I walked to the operating suites escorted by a nurse, normally porters would do this but I suspect an official handover takes place and my care is given over to the anaesthetists. When I walked into the room next to the theatre with the anaesthetic nurse there was the consultant anaesthetist, her registrar, and a fourth year student waiting for me; there was not a trolley however. The nurse went off to find a trolley whilst the consultant checked my details (surprise!) and then I looked at all the bits and pieces around the room, the gas exchanger thingy doesn’t seem to have changed much over the years, but everything seems to have shrunk and become smoother.
When the trolley arrived, I sat on it and laid back, surprised by still keeping my socks and shoes on (I was quite glad about the socks, operating theatres tend to be freezing in my experience). All of a sudden I was surrounded by the group. The nurse put stickers on to connect the heart monitoring wires and then put the blood oxygen monitor on my finger. At the same time the consultant was showing the student where to put the cannula in and doing it. The nurse then put the sticky plaster thingy on around the cannula. Finally the registrar put a breathing mask on covering my mouth and nose and apologised for having to press a bit harder because my beard stopped getting a seal.

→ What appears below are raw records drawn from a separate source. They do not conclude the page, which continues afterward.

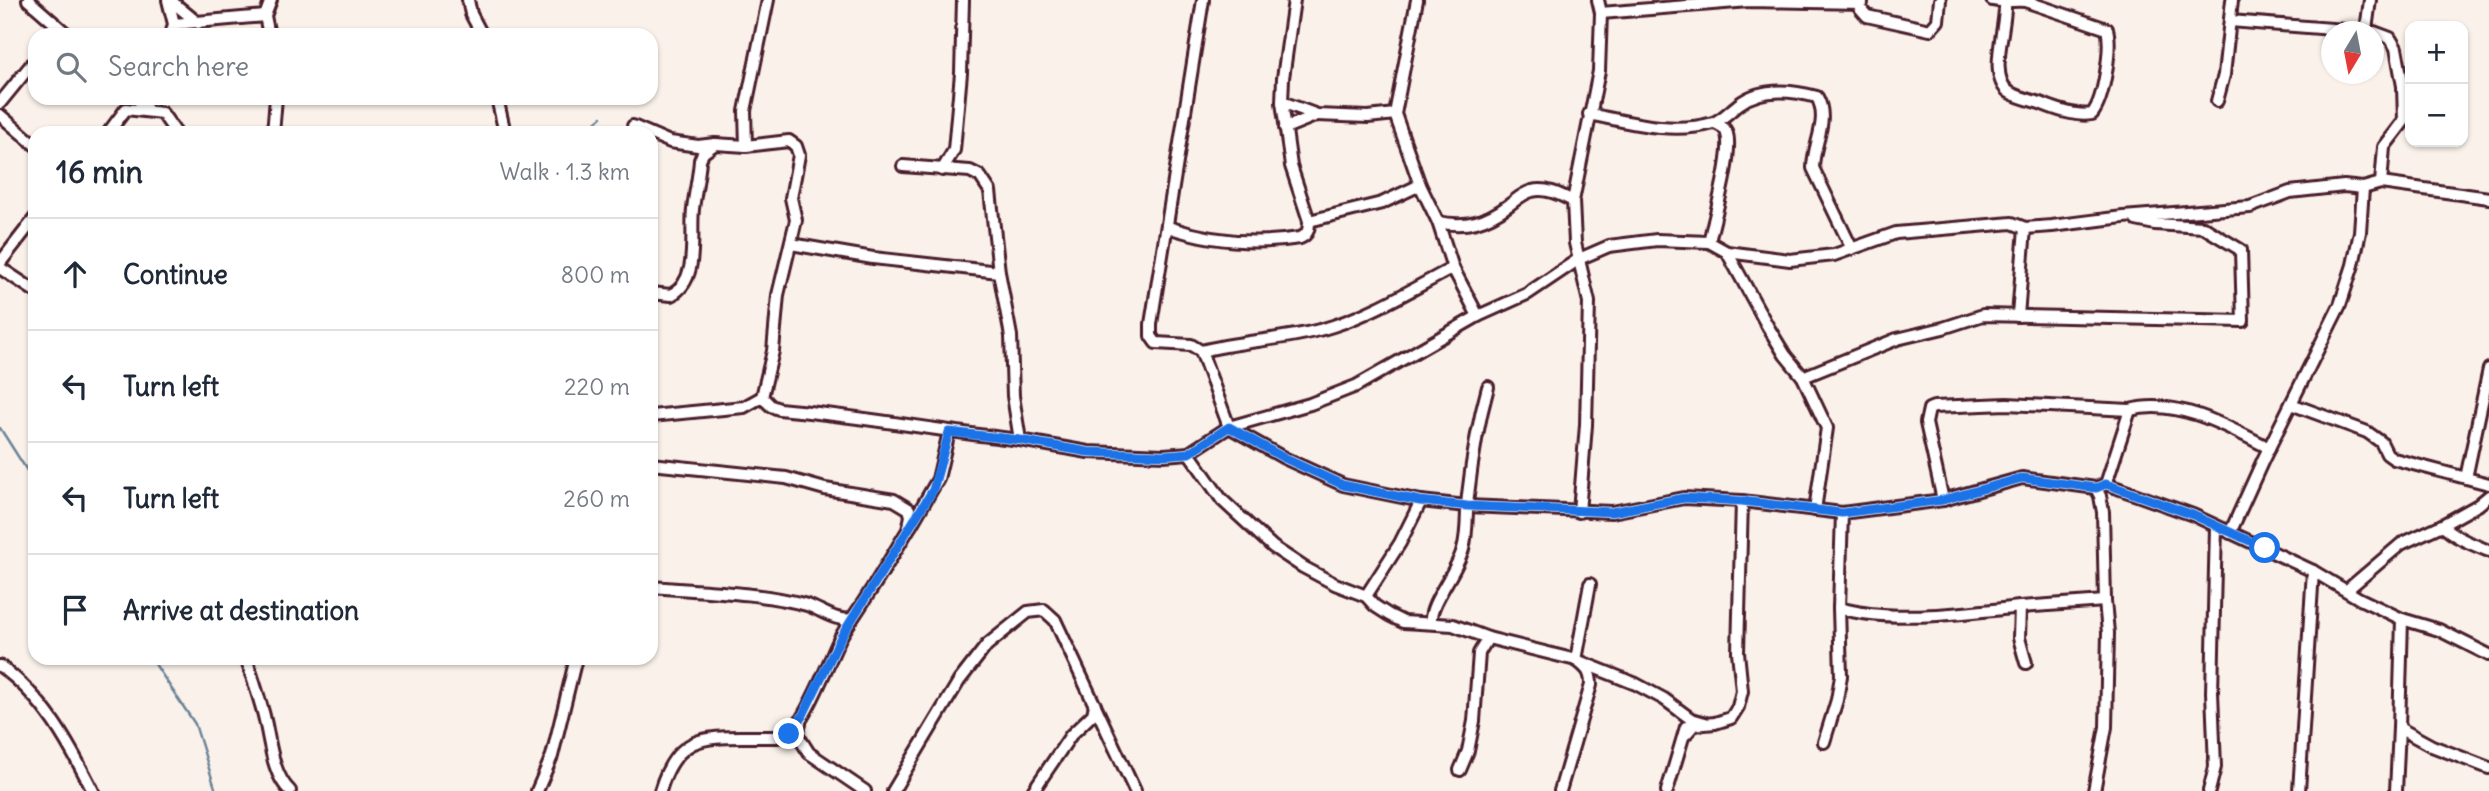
<!DOCTYPE html>
<meta charset="utf-8">
<style>
body{margin:0;font-family:Delius,sans-serif;background:#f6f6f7;color:#1f2937}
.controls{position:absolute;right:21px;top:21px;display:grid;overflow:hidden;border-radius:14px;box-shadow:0 2px 5px #0004}
.controls button{width:63px;height:63px;display:grid;place-items:center;padding:0;border:0;border-bottom:2px solid #e0e1e3;background:#fff;color:#1f2937;font:35px sans-serif}
.compass{position:absolute;left:2321px;top:21px;width:63px;height:63px;border-radius:50%;background:#fff;box-shadow:0 2px 5px #0004;rotate:190deg}
.stop{position:absolute;width:21px;height:21px;margin:-16px;border:5px solid #1a73e8;border-radius:50%;background:#fff}
.stop.end{background:#1a73e8;border-color:#fff;box-shadow:0 2px 7px #0008}
.list{margin:0;padding:0;list-style:none}
h2{display:flex;justify-content:space-between;align-items:center;height:91px;margin:0;padding:0 28px;font-size:30px}
h2 small{font-size:23px;font-weight:400;color:#747a83}
.list li{display:grid;grid-template-columns:46px 1fr auto;gap:21px;align-items:center;box-sizing:border-box;height:112px;padding:0 28px;border-top:2px solid #e0e1e3}
.list b{display:block;font-size:26px;white-space:nowrap}
.list em{font-size:23px;font-style:normal;color:#747a83}
.icon{flex:none;width:38px;height:38px;fill:none;stroke:currentColor;stroke-width:2;stroke-linecap:round;stroke-linejoin:round}
.map{position:relative;flex:none;width:2489px;height:791px;overflow:hidden}
.search{position:absolute;background:#fff;box-shadow:0 2px 5px #0004;left:28px;top:28px;width:630px;height:77px;display:flex;align-items:center;gap:18px;box-sizing:border-box;padding:0 24px;border-radius:21px;color:#747a83;font-size:26px}
.panel{position:absolute;background:#fff;box-shadow:0 2px 5px #0004;left:28px;top:126px;width:630px;height:539px;border-radius:21px}
.map>svg:first-child{display:block}
.lines{fill:none;stroke-linecap:round;stroke-linejoin:round}
.stream{stroke:#6c8499;stroke-width:2.5}
.minor-casing{stroke:#4a1f2b;stroke-width:16}
.minor{stroke:#fff;stroke-width:10}
.route{stroke:#1a73e8;stroke-width:9}
</style>
<div class="map">
<svg width="2489" height="791" viewBox="0 0 2489 791">
<rect width="100%" height="100%" fill="#faf2ea"/>
<filter id="ink" filterUnits="userSpaceOnUse"><feTurbulence type="fractalNoise" baseFrequency=".0143" numOctaves="2"/><feDisplacementMap in="SourceGraphic" scale="14" xChannelSelector="R" yChannelSelector="G"/><feConvolveMatrix kernelMatrix="1 2 1 2 8 2 1 2 1" color-interpolation-filters="sRGB"/></filter>
<g filter="url(#ink)">
<g class="lines">
<g class="stream">
<polyline points="582,133 602,117"/>
<polyline points="0,428 35,483"/>
<polyline points="151,658 195,724 216,791"/>
</g>
<defs>
<g id="minor">
<polyline points="28,0 68,35"/>
<polyline points="168,0 174,24 171,35"/>
<polyline points="170,0 198,23"/>
<polyline points="468,0 471,14 482,35"/>
<path d="M 1203,0 L 1151,324 L 1151,336 L 1156,343 L 1191,345 L 1201,351 C 1244,340 1290,340 1333,326 C 1374,313 1414,288 1453,268"/>
<polyline points="1417,0 1395,114 1420,185 1438,222 1453,268 1478,316"/>
<polyline points="1862,0 1860,8 1867,16 1930,30 1938,21 1940,0"/>
<path d="M 1992,0 C 2004,3 2013,0 2025,1 L 2107,29 C 2112,47 2104,100 2092,114 C 2076,117 2055,109 2040,103 C 2030,100 2017,97 2009,92 C 1987,76 2007,26 2005,3"/>
<polyline points="1601,13 1749,1 1862,3"/>
<polyline points="2230,21 2371,32"/>
<polyline points="174,24 265,16"/>
<polyline points="2366,30 2370,0"/>
<polyline points="2374,32 2390,38 2396,48 2403,86 2404,121 2384,147 2381,183"/>
<polyline points="269,35 265,16 271,0"/>
<polyline points="136,98 147,109"/>
<polyline points="497,98 505,133"/>
<polyline points="2217,101 2224,75 2232,0"/>
<polyline points="1282,102 1317,115 1368,117 1395,114"/>
<polyline points="0,103 35,60"/>
<path d="M 1589,114 C 1629,122 1672,135 1713,123 C 1722,120 1731,110 1739,104 C 1761,87 1791,90 1817,97 C 1830,120 1813,144 1813,168 L 1851,247"/>
<polyline points="0,115 35,145"/>
<polyline points="633,126 670,142 698,146 715,144"/>
<polyline points="1285,128 1317,115"/>
<polyline points="108,133 126,109 162,113 176,133"/>
<polyline points="273,133 276,98"/>
<polyline points="746,146 745,111 768,0"/>
<polyline points="903,166 970,171 980,176 990,191 999,272 1011,336 1013,396 1020,440 1088,452 1164,455 1189,453 1229,427 1310,404 1356,386 1478,316 1527,294 1579,259 1609,246 1657,240 1709,242 1727,252 1790,260 1834,255 1896,233 2012,223 2025,228 2052,226 2123,217 2250,207 2290,192 2344,186 2363,188 2381,183 2489,198"/>
<polyline points="942,170 954,150 961,73 963,0"/>
<polyline points="1309,221 1382,203 1420,185"/>
<path d="M 1438,222 C 1466,228 1486,222 1509,205 C 1516,200 1523,193 1532,191 C 1546,187 1561,195 1573,201"/>
<path d="M 1168,227 C 1212,242 1255,245 1300,238 C 1308,235 1309,229 1309,221 L 1291,166 L 1282,102 L 1283,78 L 1294,0"/>
<path d="M 1709,242 C 1714,219 1733,154 1727,134 C 1726,128 1720,125 1715,123"/>
<polyline points="791,244 873,258 999,272"/>
<polyline points="1727,252 1768,327 1785,355 1803,377 1827,428 1815,510"/>
<polyline points="0,263 35,218"/>
<polyline points="0,268 35,291"/>
<path d="M 651,293 L 671,295 C 700,280 690,236 693,209 C 695,192 699,176 700,160 L 703,153 L 715,144 L 746,146 L 789,141 L 796,146 L 799,155 L 791,198 L 796,220 L 778,295 L 773,351 L 762,397 L 744,407 L 651,416"/>
<polyline points="2018,316 2025,228"/>
<polyline points="1201,351 1229,427 1284,458 1343,485 1421,501 1467,506 1612,512 1684,498 1742,501 1842,513 1943,500 2022,478 2096,488 2106,484 2193,515 2313,571 2360,599 2402,619 2439,630 2489,655"/>
<polyline points="1803,377 1897,339 1943,328 1983,315 2243,321 2241,250 2203,227 2155,224 2136,220"/>
<path d="M 762,397 L 771,406 L 779,409 C 860,416 939,431 1020,440"/>
<polyline points="2291,404 2367,432 2381,442 2387,454 2394,459 2489,484"/>
<polyline points="1189,453 1222,500 1273,547 1303,567 1335,584 1366,596 1375,606 1389,615 1403,622 1453,625 1488,638 1576,660 1636,684 1664,699 1691,719 1705,723"/>
<path d="M 651,464 L 786,478 L 825,489 L 894,500 L 909,509 L 911,516 L 908,530 C 895,551 883,572 869,593 C 860,608 849,622 840,638 C 830,659 806,720 791,732 C 784,738 774,737 765,737 C 711,738 678,729 660,791"/>
<polyline points="2466,478 2489,369"/>
<polyline points="2106,484 2130,410"/>
<path d="M 1943,500 L 1926,423 L 1929,409 L 1934,407 L 2007,404 L 2130,410 C 2176,397 2229,427 2269,448"/>
<polyline points="1579,512 1586,425 1589,302 1575,243 1573,201 1599,71 1601,13 1598,0"/>
<path d="M 2442,525 C 2455,538 2472,544 2489,551"/>
<polyline points="910,527 938,479 949,432"/>
<polyline points="2230,533 2263,460 2340,305 2353,265 2360,232 2363,188"/>
<path d="M 651,587 C 700,591 760,592 807,605 C 822,610 836,622 852,619"/>
<polyline points="2347,590 2401,544 2442,525 2478,505 2489,496"/>
<polyline points="1366,596 1400,543 1421,501"/>
<polyline points="2020,607 2105,601"/>
<path d="M 1839,608 C 1891,623 1965,613 2020,607 L 2019,638 L 2026,663"/>
<path d="M 1431,623 C 1428,605 1457,572 1463,549 C 1468,532 1466,513 1468,495 C 1472,459 1478,423 1488,387"/>
<path d="M 246,658 C 252,676 258,694 263,712 C 270,737 271,773 290,791"/>
<path d="M 0,666 C 44,697 69,744 93,791"/>
<polyline points="800,724 797,734 809,753 865,791"/>
<polyline points="2399,728 2402,619"/>
<polyline points="1686,734 1694,725 1715,723 1731,718 1738,707 1742,691 1738,652 1742,501"/>
<polyline points="1824,742 1837,700 1841,676 1839,608 1842,513"/>
<polyline points="1460,770 1468,751 1474,721 1479,653 1488,638"/>
<polyline points="537,791 552,756 576,658"/>
<polyline points="893,791 959,681 987,645 1028,612 1044,610 1055,620 1135,791"/>
<polyline points="1033,791 1071,735 1093,714 1095,705"/>
<path d="M 1560,791 L 1591,685 C 1591,672 1587,668 1576,660 L 1590,584"/>
<polyline points="1667,791 1686,727"/>
<polyline points="2094,791 2106,727 2108,633 2105,601 2103,512 2100,496 2096,488"/>
<polyline points="2209,791 2215,767 2212,692 2216,527"/>
<polyline points="2299,791 2313,571"/>
<polyline points="2396,791 2399,728 2432,746 2489,768"/>
</g>
</defs>
<use href="#minor" class="minor-casing"/>
<use href="#minor" class="minor"/>
</g>
</g>
<g class="lines" filter="url(#ink)">
<polyline class="route" points="789,734 803,715 841,637 933,490 949,432 1020,440 1088,452 1164,455 1189,453 1229,427 1284,458 1343,485 1420,501 1467,506 1612,512 1684,498 1742,501 1842,513 1943,500 2022,478 2096,488 2106,484 2193,515 2265,548"/>
</g>
</svg>
<div class="controls">
<button>+</button>
<button>−</button>
</div>
<svg class="compass" viewBox="-18 -18 36 36"><path d="M0-13l5 13h-10z" fill="#e53935"/><path d="M0 13l5-13h-10z" fill="#747a83"/></svg>
<div class="stop" style="left:2265px;top:548px"></div>
<div class="stop end" style="left:789px;top:734px"></div>
<div class="search"><svg class="icon" aria-label="search" viewBox="0 0 24 24"><circle cx="10" cy="10" r="6"/><path d="M15 15l6 6"/></svg>Search here</div>
<section class="panel">
<h2>16 min<small>Walk · 1.3 km</small></h2>
<ul class="list">
<li><svg class="icon" aria-label="ahead" viewBox="0 0 24 24"><path d="M12 20V5M6 11l6-6 6 6"/></svg><div><b>Continue</b></div><em>800 m</em></li>
<li><svg class="icon" aria-label="left" viewBox="0 0 24 24"><path d="M17 20v-9H6M10 6l-5 5 5 5"/></svg><div><b>Turn left</b></div><em>220 m</em></li>
<li><svg class="icon" aria-label="left" viewBox="0 0 24 24"><path d="M17 20v-9H6M10 6l-5 5 5 5"/></svg><div><b>Turn left</b></div><em>260 m</em></li>
<li><svg class="icon" aria-label="arrive" viewBox="0 0 24 24"><path d="M6 21V4h12l-3 4 3 4H6"/></svg><div><b>Arrive at destination</b></div></li>
</ul>
</section>
</div>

I glanced at the clock, it seemed to be nearly ten to eleven (nothing is certain without glasses). I think I felt a moment of panic then, though it may have been earlier, thankfully it was too late to try running away. The registrar asked me to breath deeply but I couldn’t detect any difference for maybe ten breathes or more but then I could hear my heart beat start slowing. I had closed my eyes in order to relax but the consultant asked me to keep them open for as long as possible and so I did.
As my pulse slowed, the consultant said that she was going to put in the real stuff now and pushed a bolus of something through the cannula. It was so cold and I briefly wondered if it had to be kept that cold to keep it stable. The cold spread up my arm and I remember no more.